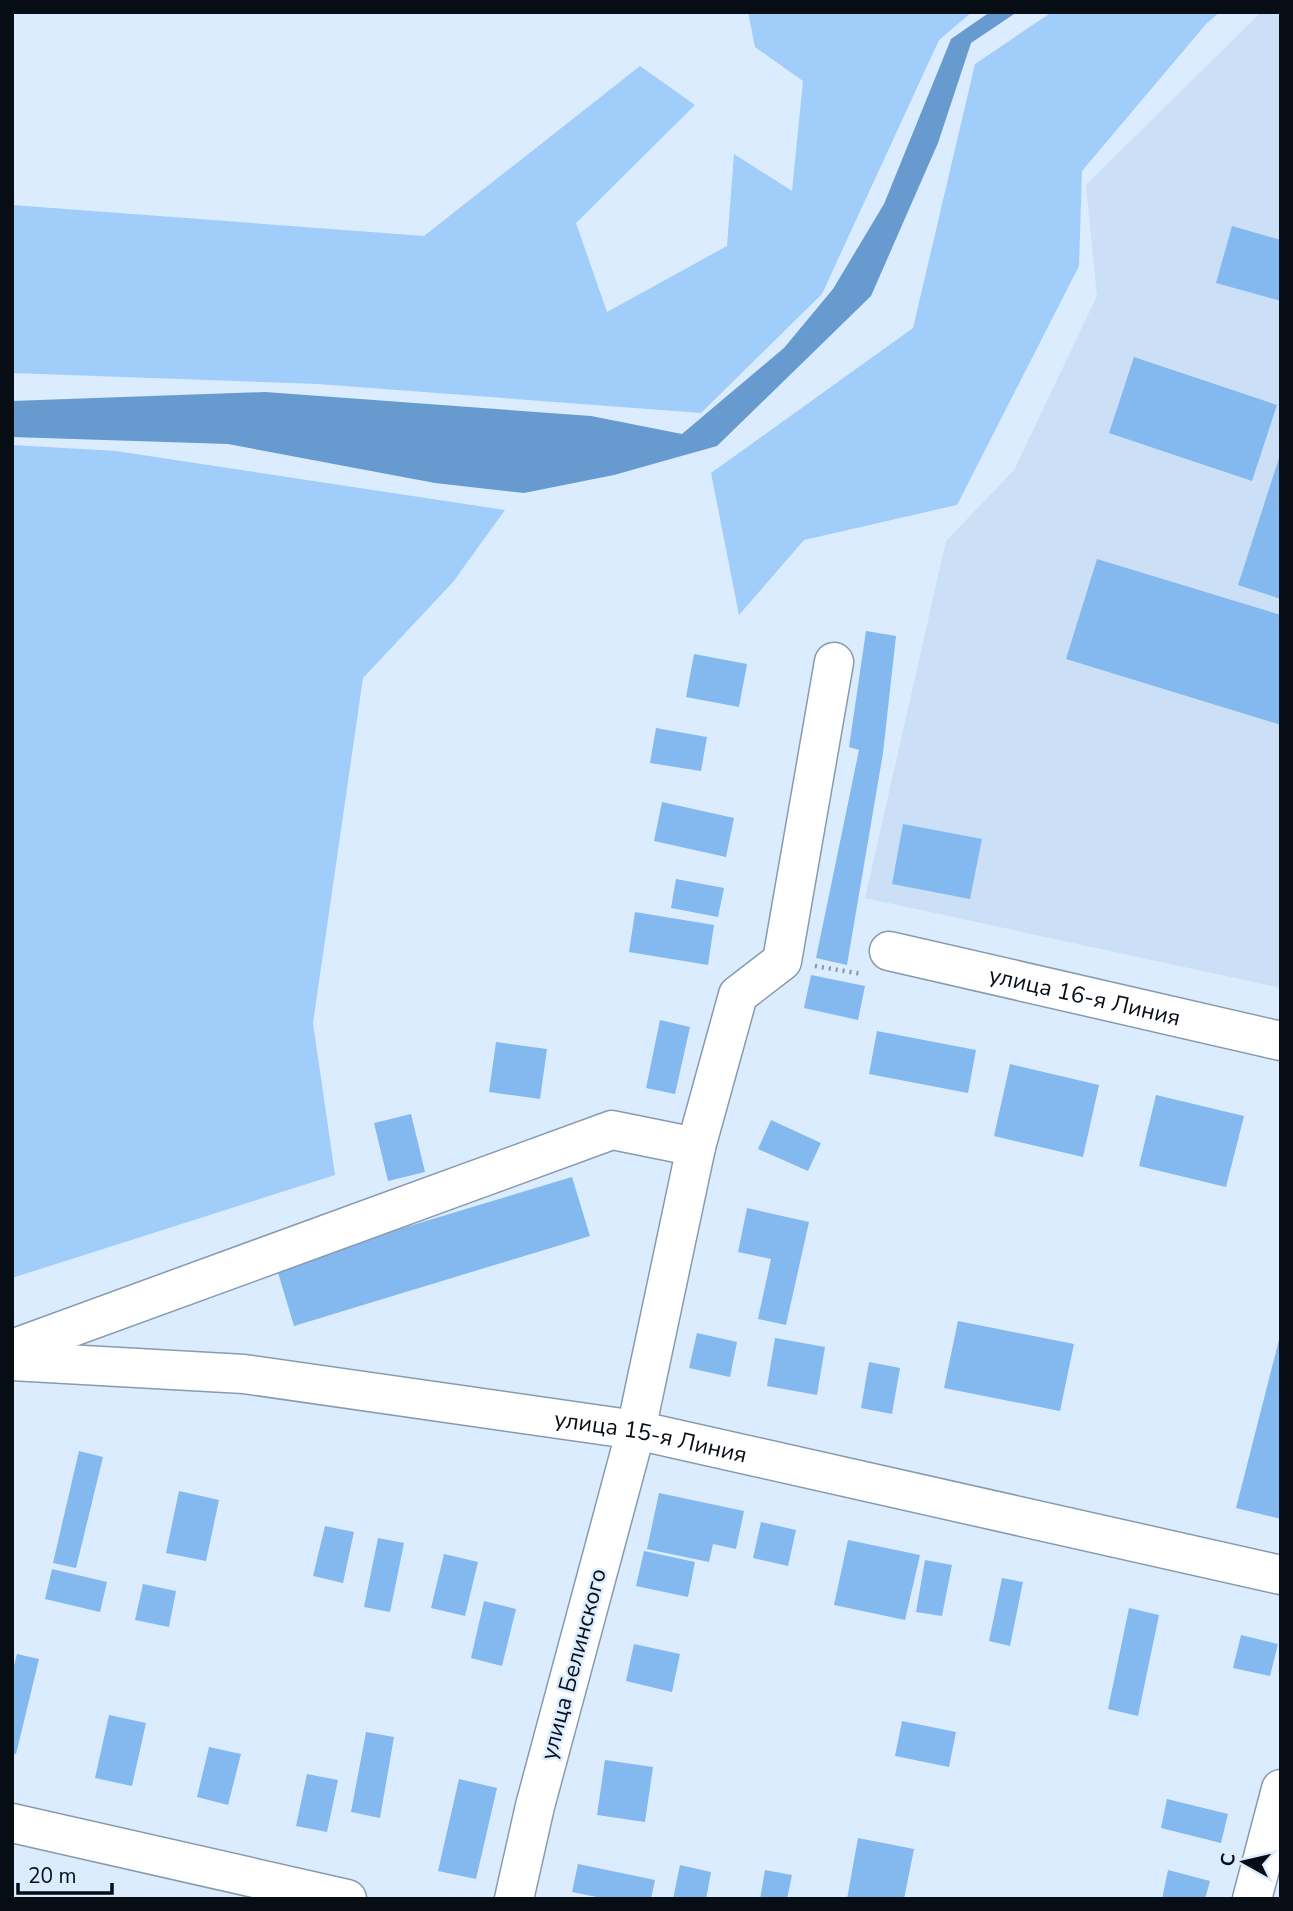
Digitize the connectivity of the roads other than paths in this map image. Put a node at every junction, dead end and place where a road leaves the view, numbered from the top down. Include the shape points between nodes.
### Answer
1 (834, 662) dead end
2 (889, 951) road end
3 (1281, 1041) edge
4 (696, 1147) junction
5 (12, 1349) edge
6 (12, 1361) edge
7 (636, 1430) junction
8 (1281, 1575) edge
9 (1281, 1788) edge
10 (12, 1823) edge
11 (346, 1899) edge
12 (514, 1899) edge
13 (1252, 1899) edge

1 - 4 street, улица Белинского via 782,961 738,995
2 - 3 street, улица 16-я Линия
4 - 5 street via 611,1130
4 - 7 street, улица Белинского
6 - 7 street, улица 15-я Линия via 244,1374
7 - 8 street, улица 15-я Линия
7 - 12 street, улица Белинского
9 - 13 street
10 - 11 street

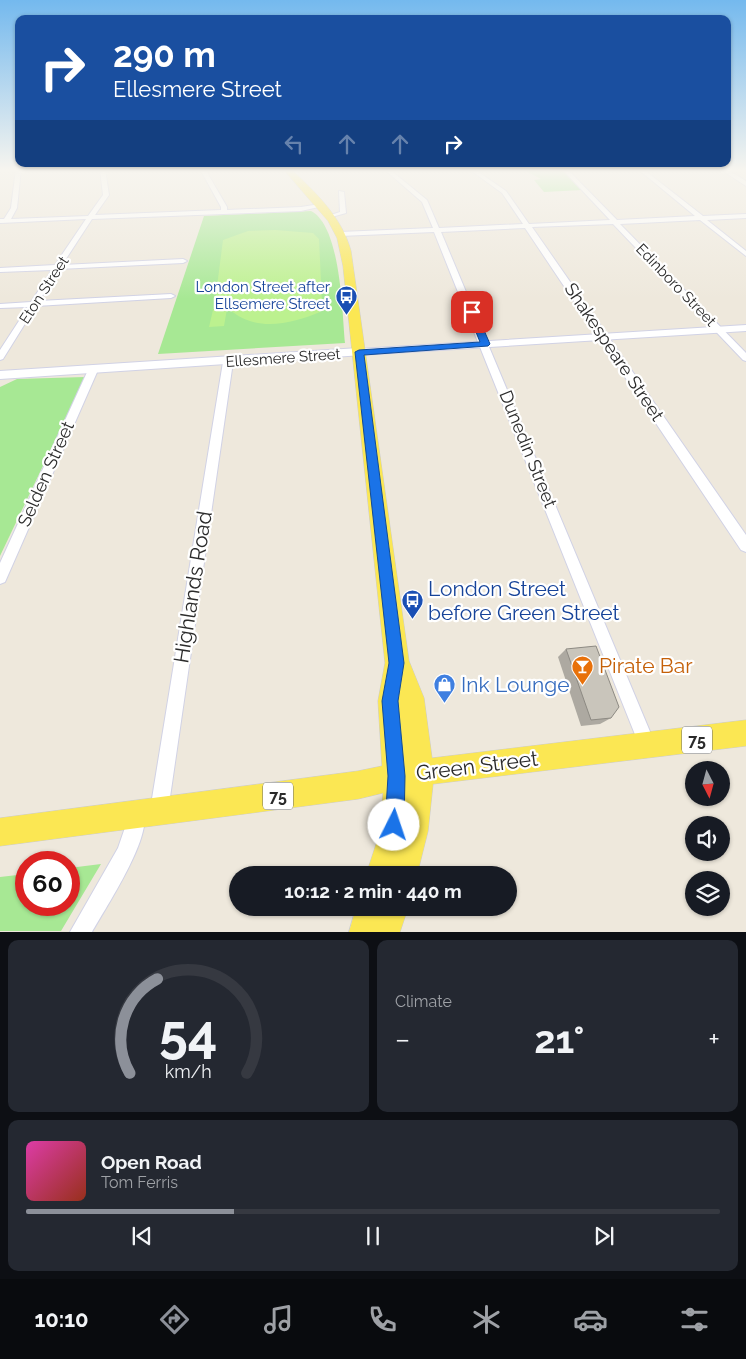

::::::::::

Required work ▸
Reproduce every record in full. Leave out the images.

Answer to this task ▸
Digitize the connectivity of the roads other than paths in this map image. Put a node at every junction, dead end and place where a road leaves the view, numbered from the top down. Include the shape points between nodes.
### Answer
1 (834, 662) dead end
2 (889, 951) road end
3 (1281, 1041) edge
4 (696, 1147) junction
5 (12, 1349) edge
6 (12, 1361) edge
7 (636, 1430) junction
8 (1281, 1575) edge
9 (1281, 1788) edge
10 (12, 1823) edge
11 (346, 1899) edge
12 (514, 1899) edge
13 (1252, 1899) edge

1 - 4 street, улица Белинского via 782,961 738,995
2 - 3 street, улица 16-я Линия
4 - 5 street via 611,1130
4 - 7 street, улица Белинского
6 - 7 street, улица 15-я Линия via 244,1374
7 - 8 street, улица 15-я Линия
7 - 12 street, улица Белинского
9 - 13 street
10 - 11 street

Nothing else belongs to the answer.